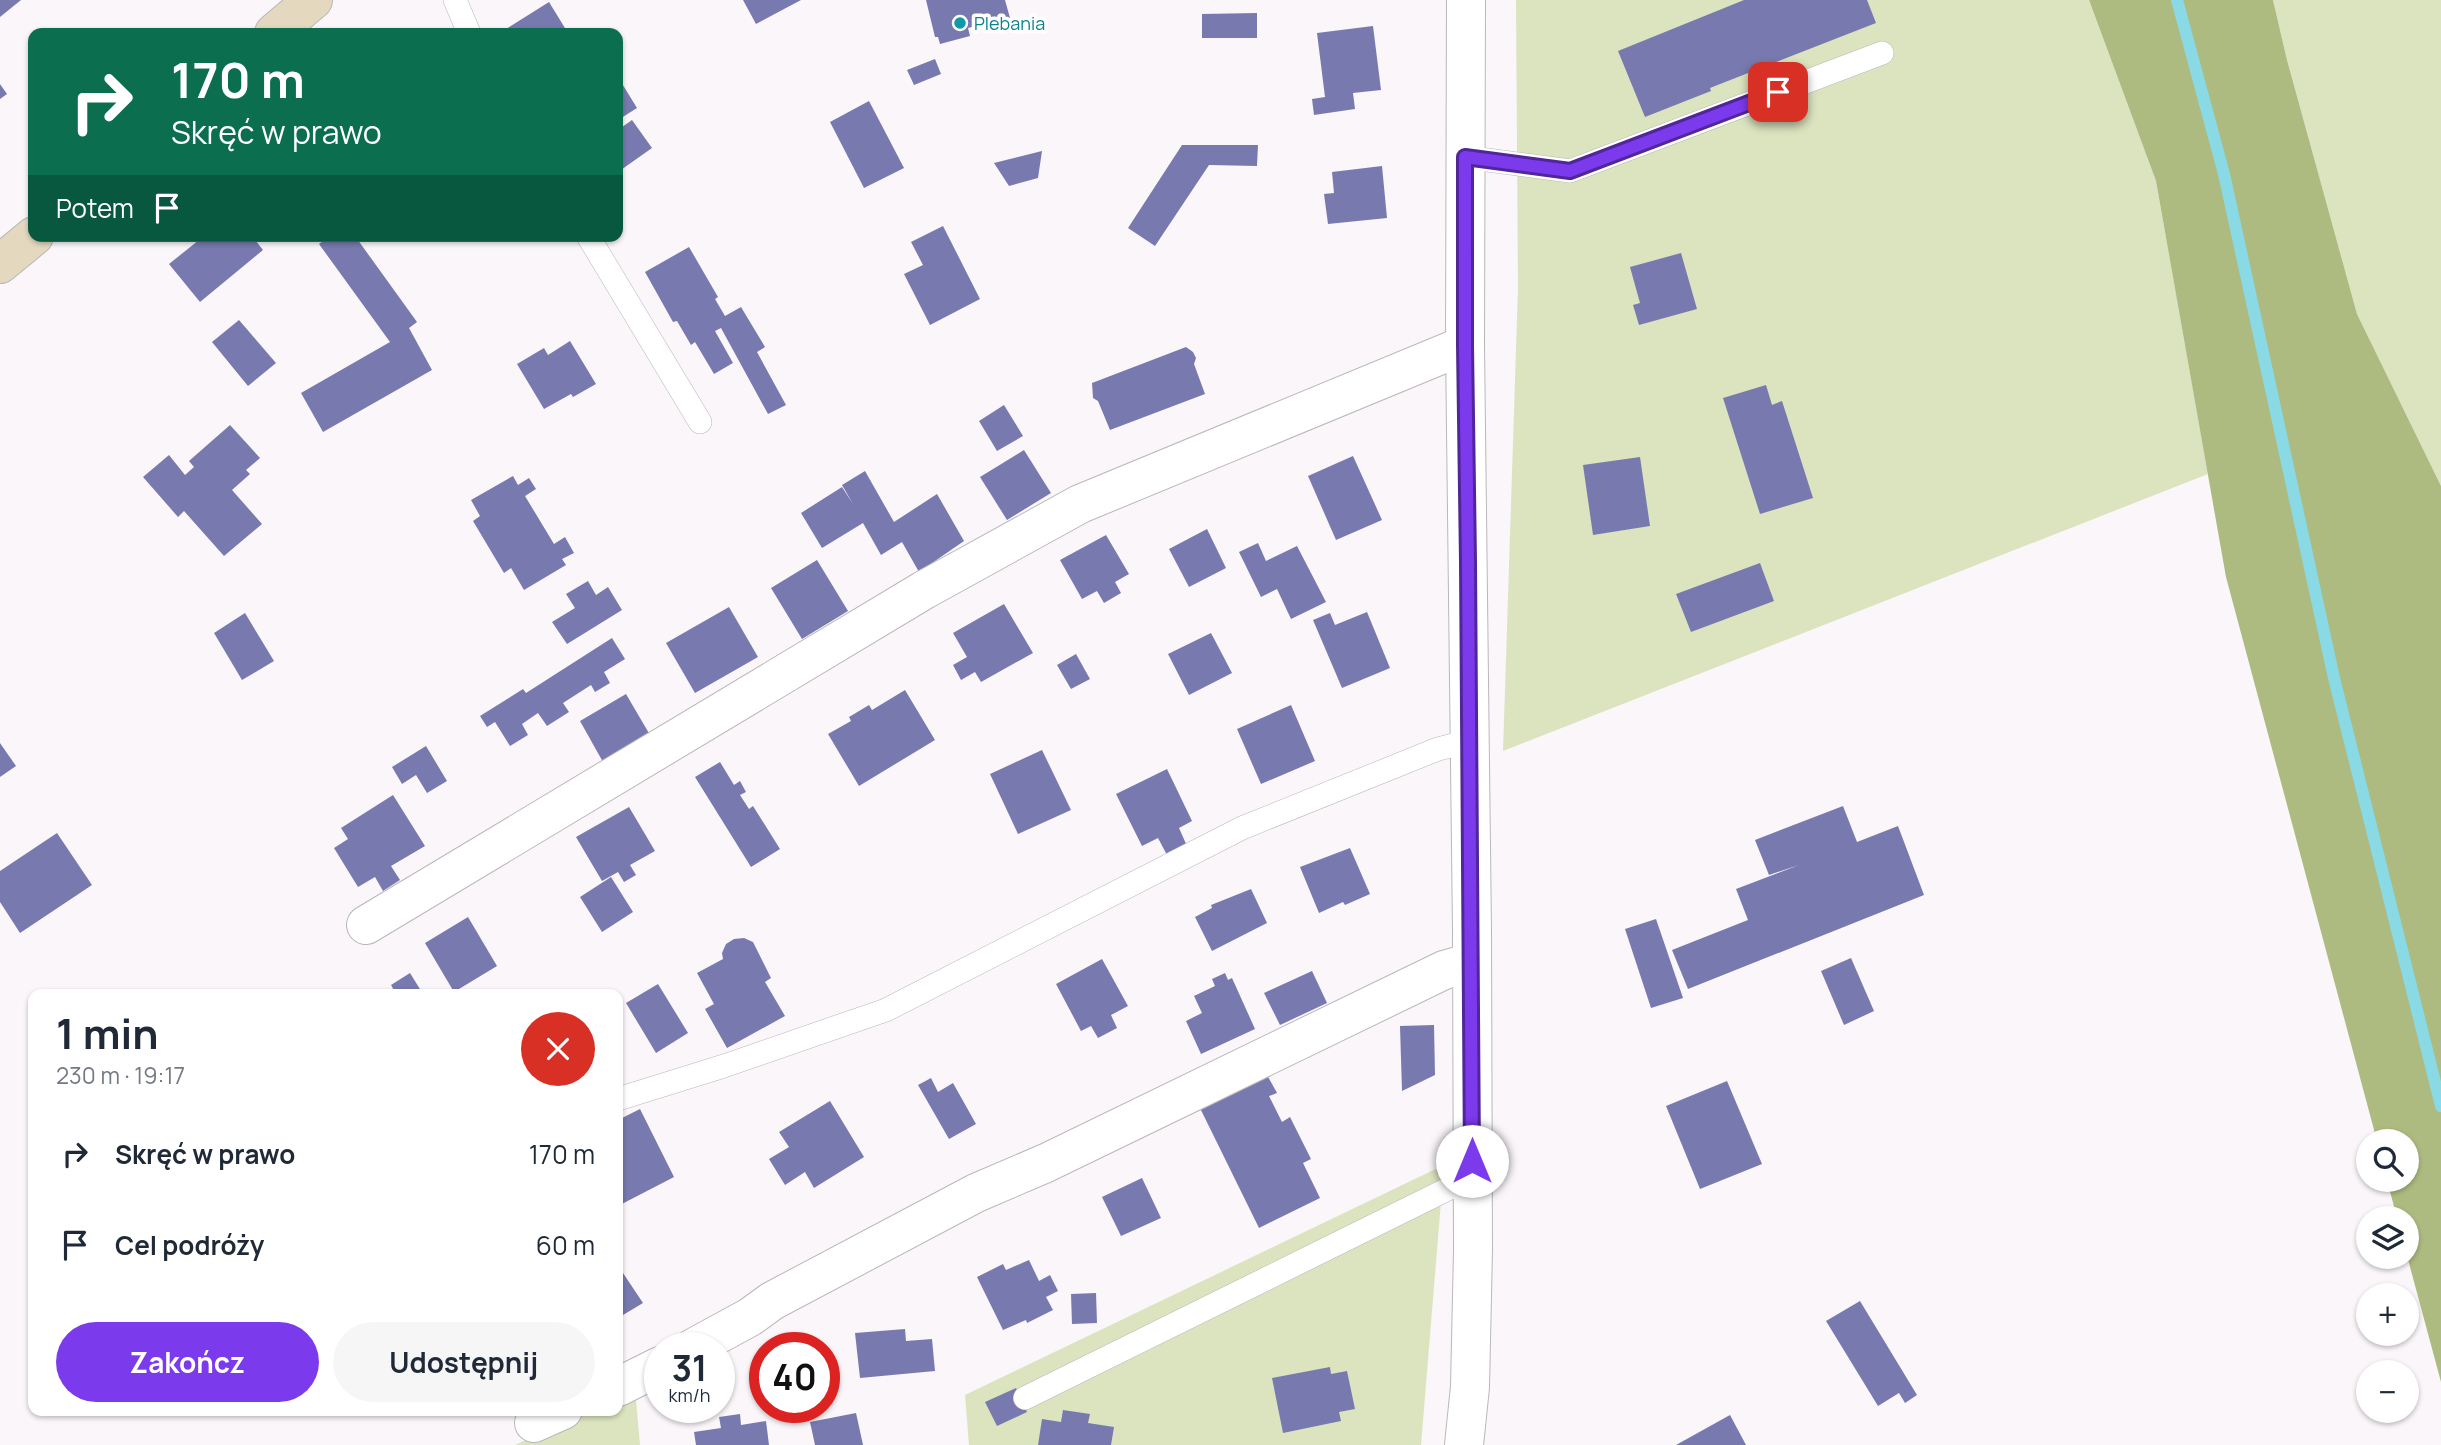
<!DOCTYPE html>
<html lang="pl">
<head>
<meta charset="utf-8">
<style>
  :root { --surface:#fff; --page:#f6f6f7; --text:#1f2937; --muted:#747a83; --accent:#7c3aed }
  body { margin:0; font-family:Manrope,sans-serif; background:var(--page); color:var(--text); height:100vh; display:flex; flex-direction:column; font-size:26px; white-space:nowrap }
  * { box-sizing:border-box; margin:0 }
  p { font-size:23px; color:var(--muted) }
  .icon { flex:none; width:38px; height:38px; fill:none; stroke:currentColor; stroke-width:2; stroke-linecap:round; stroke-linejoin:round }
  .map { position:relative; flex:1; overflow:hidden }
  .drawer { position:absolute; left:28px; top:989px; width:595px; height:427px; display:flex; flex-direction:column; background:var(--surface); border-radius:14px; box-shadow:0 2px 5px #0004 }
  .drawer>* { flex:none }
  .hud { position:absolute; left:28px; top:28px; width:595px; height:214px; border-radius:14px; box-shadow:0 2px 5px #0004; background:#0b6e4f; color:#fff; overflow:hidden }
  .fabs { position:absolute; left:2356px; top:1129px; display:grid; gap:14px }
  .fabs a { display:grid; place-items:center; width:63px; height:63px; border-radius:50%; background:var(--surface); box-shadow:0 2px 5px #0004; font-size:35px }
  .speed { position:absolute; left:644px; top:1332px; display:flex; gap:14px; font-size:35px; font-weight:700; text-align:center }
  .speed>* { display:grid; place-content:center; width:91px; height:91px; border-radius:50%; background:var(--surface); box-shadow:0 2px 5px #0004; line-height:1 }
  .speed small { font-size:18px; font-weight:400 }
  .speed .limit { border:10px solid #d22; background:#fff; color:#111 }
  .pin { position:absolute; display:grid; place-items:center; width:60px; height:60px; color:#fff; margin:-30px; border-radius:14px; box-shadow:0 4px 10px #0006 }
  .me { position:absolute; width:77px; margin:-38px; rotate:0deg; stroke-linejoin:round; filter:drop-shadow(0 0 5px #0008) }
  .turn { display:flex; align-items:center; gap:24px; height:147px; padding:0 28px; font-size:32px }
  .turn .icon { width:91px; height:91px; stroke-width:2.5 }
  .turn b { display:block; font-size:49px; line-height:60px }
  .then { display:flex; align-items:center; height:66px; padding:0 28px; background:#0003; gap:14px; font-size:26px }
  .round { display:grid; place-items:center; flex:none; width:74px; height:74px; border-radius:37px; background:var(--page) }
  .overview { display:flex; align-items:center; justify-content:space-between; height:119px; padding:0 28px }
  h1 { font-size:42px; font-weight:700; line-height:52px }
  .cta { display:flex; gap:14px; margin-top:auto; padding:14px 28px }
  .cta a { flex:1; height:80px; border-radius:42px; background:var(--accent); color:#fff; font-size:28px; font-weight:700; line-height:80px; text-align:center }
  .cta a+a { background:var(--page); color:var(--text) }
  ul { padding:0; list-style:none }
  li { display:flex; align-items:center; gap:21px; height:91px; padding:0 28px }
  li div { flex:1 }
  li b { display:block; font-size:26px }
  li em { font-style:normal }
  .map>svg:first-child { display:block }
</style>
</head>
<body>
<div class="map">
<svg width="2441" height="1445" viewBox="0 0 2441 1445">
  <rect width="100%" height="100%" fill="#faf6fa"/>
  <!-- green -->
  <g fill="#dbe4bf">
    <polygon points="1516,0 2089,0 2156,181 2208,474 1503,751 1518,288"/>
    <polygon points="2273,0 2441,0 2441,486 2357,314 2287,60"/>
    <polygon points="1444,1165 1421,1445 969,1445 965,1395"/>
    <polygon points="635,1389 640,1445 515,1445 589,1411 618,1410 618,1397"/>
  </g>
  <!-- forest -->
  <polygon fill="#adbb80" points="2089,0 2273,0 2287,60 2357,314 2441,486 2441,1382 2406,1252 2406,1218 2397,1218 2387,1180 2406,1180 2406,1141 2377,1141 2226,577 2156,181"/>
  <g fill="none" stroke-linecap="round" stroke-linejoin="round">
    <!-- stream -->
    <polyline stroke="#89dae5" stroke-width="12" points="2177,0 2224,174 2334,678 2441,1106"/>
  </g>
  <!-- building -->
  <g fill="#787aaf">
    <polygon points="0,0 21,0 0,17"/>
    <polygon points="743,0 801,0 756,24"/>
    <polygon points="926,0 1005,0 1010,18 968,28 970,36 940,44 938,37 935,37"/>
    <polygon points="1744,0 1867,0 1876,23 1710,88 1711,91 1645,117 1618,51"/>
    <polygon points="549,2 568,33 504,33 503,31"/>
    <polygon points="1257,13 1257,38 1202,38 1202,14"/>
    <polygon points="1373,26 1381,90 1353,93 1355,109 1314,115 1312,99 1325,97 1317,33"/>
    <polygon points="935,59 941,74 914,85 907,70"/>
    <polygon points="618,77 637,108 618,120"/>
    <polygon points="0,84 7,94 0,99"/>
    <polygon points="869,101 904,168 864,188 830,122"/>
    <polygon points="632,120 652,148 618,172 618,130"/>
    <polygon points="1182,145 1258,145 1257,166 1209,165 1155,246 1128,228"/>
    <polygon points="1042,151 1038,178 1009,186 994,163"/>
    <polygon points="1382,166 1387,218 1328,224 1324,194 1334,193 1332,172"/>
    <polygon points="943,226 980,299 930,325 904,274 923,265 911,242"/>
    <polygon points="204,236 252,236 263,250 200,302 169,264"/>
    <polygon points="330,236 355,236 417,322 409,328 432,370 323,432 301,393 390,342 319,244"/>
    <polygon points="689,247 718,297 715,299 725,316 741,307 765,347 757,352 786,405 768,414 721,328 715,331 733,363 714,374 695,342 691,345 677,321 673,322 645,272"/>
    <polygon points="1681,253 1697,309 1639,325 1633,305 1640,303 1630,267"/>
    <polygon points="239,320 276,363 248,386 212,342"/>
    <polygon points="570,341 596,384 573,397 571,394 544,409 517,364 544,348 548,355"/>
    <polygon points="1186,347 1193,352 1196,358 1194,364 1205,394 1110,430 1098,401 1093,398 1092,383"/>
    <polygon points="1766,385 1772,405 1782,401 1813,498 1760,514 1723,398"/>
    <polygon points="1004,405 1023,436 997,451 979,421"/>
    <polygon points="230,425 260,458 246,470 250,474 232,490 262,524 224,556 184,511 178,517 143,477 169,455 185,475 194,467 189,461"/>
    <polygon points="1024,450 1051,493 1007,520 980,477"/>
    <polygon points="1353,456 1382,520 1336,540 1308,476"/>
    <polygon points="1640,457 1650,526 1593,535 1583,465"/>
    <polygon points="865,471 894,522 937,494 964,541 919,572 902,542 881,555 863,523 822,548 801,513 842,487 853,504 842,485"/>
    <polygon points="513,476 518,485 529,478 536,489 525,496 554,544 565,537 574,553 562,559 566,565 524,590 511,568 504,573 473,521 480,516 471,500"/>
    <polygon points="1207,529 1226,568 1189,587 1169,549"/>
    <polygon points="1106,535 1129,574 1115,582 1121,593 1104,603 1097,591 1082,599 1060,560"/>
    <polygon points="1258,543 1266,561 1297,546 1326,602 1291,619 1277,589 1261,597 1239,552"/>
    <polygon points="817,560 848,611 802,639 771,588"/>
    <polygon points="1760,563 1774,601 1691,632 1676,594"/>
    <polygon points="588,581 596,595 608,587 622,610 567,644 552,622 575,608 566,594"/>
    <polygon points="1004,604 1033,653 981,682 975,672 961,680 953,665 967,657 953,633"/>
    <polygon points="729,607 758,657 695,693 666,643"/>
    <polygon points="1367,612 1390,668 1342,688 1313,620 1330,613 1335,625"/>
    <polygon points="245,613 274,661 242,680 214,633"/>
    <polygon points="1211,633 1232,673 1189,695 1168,654"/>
    <polygon points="612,638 625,659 604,672 610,683 595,692 591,685 563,703 569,712 547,726 538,713 522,724 528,735 510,746 495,722 487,727 480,716 523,689 526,693"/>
    <polygon points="1076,654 1090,679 1071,689 1057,665"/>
    <polygon points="905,690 935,740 859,786 828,734 851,721 849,717 869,705 872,710"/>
    <polygon points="626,694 650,735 603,762 580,721"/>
    <polygon points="1291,705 1315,761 1261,784 1237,729"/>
    <polygon points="0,743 16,766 0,777"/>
    <polygon points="426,746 447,781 427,793 416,775 402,784 392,767"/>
    <polygon points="1042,750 1071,810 1018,834 990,774"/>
    <polygon points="720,762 734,785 740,781 746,792 740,795 749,809 753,806 780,849 751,867 695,777"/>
    <polygon points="1167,769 1192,821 1179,828 1187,846 1167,855 1158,838 1142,846 1116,794"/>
    <polygon points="393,795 425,846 391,866 400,880 383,891 375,877 358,887 334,848 348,839 341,828"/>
    <polygon points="1843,806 1857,842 1898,826 1924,895 1688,989 1672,950 1748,920 1736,889 1799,865 1769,875 1755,840"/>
    <polygon points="629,807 655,851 630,865 636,875 624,882 618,872 602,881 576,837"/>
    <polygon points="57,833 92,885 20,933 0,902 0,871"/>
    <polygon points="1350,848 1370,894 1345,905 1343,902 1319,913 1300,867"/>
    <polygon points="611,877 633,912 602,932 580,897"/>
    <polygon points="1251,889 1267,923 1212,951 1195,917 1212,908 1211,905"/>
    <polygon points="468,917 497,966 454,992 425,943"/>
    <polygon points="1656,919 1683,998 1651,1008 1625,929"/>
    <polygon points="744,938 753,942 771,978 765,982 785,1016 727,1048 705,1009 714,1004 697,973 723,959 722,953 726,944 734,939"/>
    <polygon points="1851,958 1874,1011 1844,1025 1821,971"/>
    <polygon points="1102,959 1128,1006 1111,1015 1117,1028 1098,1038 1091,1026 1081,1031 1056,984"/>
    <polygon points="1312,971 1327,1003 1280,1025 1264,993"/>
    <polygon points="410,973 423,994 396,994 391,985"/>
    <polygon points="1225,973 1228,980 1232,978 1255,1029 1201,1054 1186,1021 1202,1013 1194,996 1215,986 1212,979"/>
    <polygon points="658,984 688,1033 656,1053 626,1003"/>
    <polygon points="1434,1025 1435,1075 1402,1091 1400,1026"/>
    <polygon points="1266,1073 1277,1093 1269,1096 1282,1122 1290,1117 1311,1159 1303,1163 1320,1198 1259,1228 1199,1106"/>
    <polygon points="931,1078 938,1092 953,1083 976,1124 949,1139 918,1085"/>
    <polygon points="1727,1081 1762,1164 1700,1189 1666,1106"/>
    <polygon points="830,1101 864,1157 814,1188 805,1172 785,1185 769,1159 789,1147 779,1132"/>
    <polygon points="640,1109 674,1177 618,1206 618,1120"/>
    <polygon points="1142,1178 1161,1218 1121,1236 1102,1197"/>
    <polygon points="1029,1260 1039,1281 1050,1275 1058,1291 1046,1297 1053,1310 1027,1323 1026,1320 1003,1330 977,1277 1003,1264 1006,1270"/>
    <polygon points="623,1273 643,1303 618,1318 618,1276"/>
    <polygon points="1096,1293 1097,1323 1072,1324 1071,1294"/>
    <polygon points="1860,1301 1917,1395 1905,1403 1899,1393 1878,1406 1826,1321"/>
    <polygon points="905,1329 906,1341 932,1339 935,1371 860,1378 855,1333"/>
    <polygon points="1330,1367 1331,1374 1347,1371 1355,1409 1339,1412 1341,1421 1283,1433 1272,1378"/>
    <polygon points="1016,1388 1027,1412 997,1426 985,1402"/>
    <polygon points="1063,1410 1090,1414 1088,1423 1114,1427 1111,1445 1038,1445 1042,1419 1061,1422"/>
    <polygon points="856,1413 863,1445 815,1445 810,1422"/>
    <polygon points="740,1414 741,1425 766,1421 769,1445 696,1445 694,1432 721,1428 719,1417"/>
    <polygon points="1730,1415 1746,1445 1676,1445"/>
  </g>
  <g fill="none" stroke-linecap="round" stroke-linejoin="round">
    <defs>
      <g id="service">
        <polyline points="455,0 469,33"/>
        <polyline points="1465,157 1570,171 1882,53"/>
        <polyline points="588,236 700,422"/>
        <polyline points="618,1099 724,1066 886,1010 1242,828 1438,749 1470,741"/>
        <polyline points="1025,1398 1472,1177"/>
      </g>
      <g id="minor">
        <polyline points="366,925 924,590 1080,504 1465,345"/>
        <polyline points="693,1348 750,1317 772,1301 976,1193 1046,1163 1444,970 1472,962"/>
        <polyline points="618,1387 660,1366"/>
        <polyline points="534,1423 563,1410"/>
      </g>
      <polyline id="tertiary" points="1464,1445 1470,1387 1473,1250 1472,931 1465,345 1466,0"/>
      <g id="secondary">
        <polyline points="274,33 313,0"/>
        <polyline points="0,264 34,236"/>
      </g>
    </defs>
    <!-- service casing -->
    <use href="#service" stroke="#bab7ba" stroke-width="24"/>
    <!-- minor casing -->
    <use href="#minor" stroke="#bab7ba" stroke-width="40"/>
    <!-- tertiary casing -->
    <use href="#tertiary" stroke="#bab7ba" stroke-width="40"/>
    <!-- secondary casing -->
    <use href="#secondary" stroke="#bab7ba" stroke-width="40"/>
    <!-- service -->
    <use href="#service" stroke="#fff" stroke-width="23"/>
    <!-- minor -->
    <use href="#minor" stroke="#fff" stroke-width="38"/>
    <!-- tertiary -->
    <use href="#tertiary" stroke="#fff" stroke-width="38"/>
    <!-- secondary -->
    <use href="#secondary" stroke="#e4d9bf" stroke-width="38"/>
  </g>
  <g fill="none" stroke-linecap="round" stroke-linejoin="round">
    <defs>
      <polyline id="route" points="1472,1161 1468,562 1465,345 1465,157 1570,171 1778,92"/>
    </defs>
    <!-- route casing -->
    <use href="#route" stroke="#51269a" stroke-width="18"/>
    <!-- route -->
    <use href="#route" stroke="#7c3aed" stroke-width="12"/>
  </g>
  <!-- markers -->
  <circle fill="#0f9aa8" stroke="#fff" stroke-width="2.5" cx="960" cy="23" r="7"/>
  <g text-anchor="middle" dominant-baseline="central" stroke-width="7" stroke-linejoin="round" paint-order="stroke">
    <!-- culture labels -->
    <g font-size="18" fill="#0d838f" stroke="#fff" text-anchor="start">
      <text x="974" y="23">Plebania</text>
    </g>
  </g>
</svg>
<div class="fabs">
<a><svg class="icon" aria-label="search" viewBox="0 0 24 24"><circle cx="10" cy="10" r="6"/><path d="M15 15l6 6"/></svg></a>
<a><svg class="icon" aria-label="layers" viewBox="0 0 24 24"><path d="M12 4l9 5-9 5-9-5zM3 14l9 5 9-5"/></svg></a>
<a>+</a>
<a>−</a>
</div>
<div class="speed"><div>31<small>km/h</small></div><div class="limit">40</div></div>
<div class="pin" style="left:1778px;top:92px;background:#d93025"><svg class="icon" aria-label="arrive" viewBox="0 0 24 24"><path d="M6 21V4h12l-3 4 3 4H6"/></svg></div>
<svg class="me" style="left:1472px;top:1161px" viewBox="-20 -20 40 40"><circle r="19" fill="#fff"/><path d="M0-13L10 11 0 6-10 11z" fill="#7c3aed"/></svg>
<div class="hud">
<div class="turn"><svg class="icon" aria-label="right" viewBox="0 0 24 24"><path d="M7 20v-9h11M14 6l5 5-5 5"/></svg><div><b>170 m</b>Skręć w prawo</div></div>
<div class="then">Potem<svg class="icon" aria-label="arrive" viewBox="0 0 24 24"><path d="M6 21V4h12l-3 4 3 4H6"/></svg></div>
</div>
<section class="drawer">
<div class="overview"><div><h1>1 min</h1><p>230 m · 19:17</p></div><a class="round" style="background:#d93025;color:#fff"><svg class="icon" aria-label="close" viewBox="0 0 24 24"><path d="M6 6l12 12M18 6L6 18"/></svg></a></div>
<ul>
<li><svg class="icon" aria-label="right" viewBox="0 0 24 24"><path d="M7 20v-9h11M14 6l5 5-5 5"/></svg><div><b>Skręć w prawo</b></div><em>170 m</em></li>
<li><svg class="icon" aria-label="arrive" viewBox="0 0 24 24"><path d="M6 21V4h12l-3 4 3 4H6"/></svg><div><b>Cel podróży</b></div><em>60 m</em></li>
</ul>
<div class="cta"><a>Zakończ</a><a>Udostępnij</a></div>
</section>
</div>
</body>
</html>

----------------------------------------

• **DIRECTIONS FOR THIS TASK**
Lines that include the word "fabs" are to be extracted from the data above.

• **EXERCISE RESPONSE**
  .fabs { position:absolute; left:2356px; top:1129px; display:grid; gap:14px }
  .fabs a { display:grid; place-items:center; width:63px; height:63px; border-radius:50%; background:var(--surface); box-shadow:0 2px 5px #0004; font-size:35px }
<div class="fabs">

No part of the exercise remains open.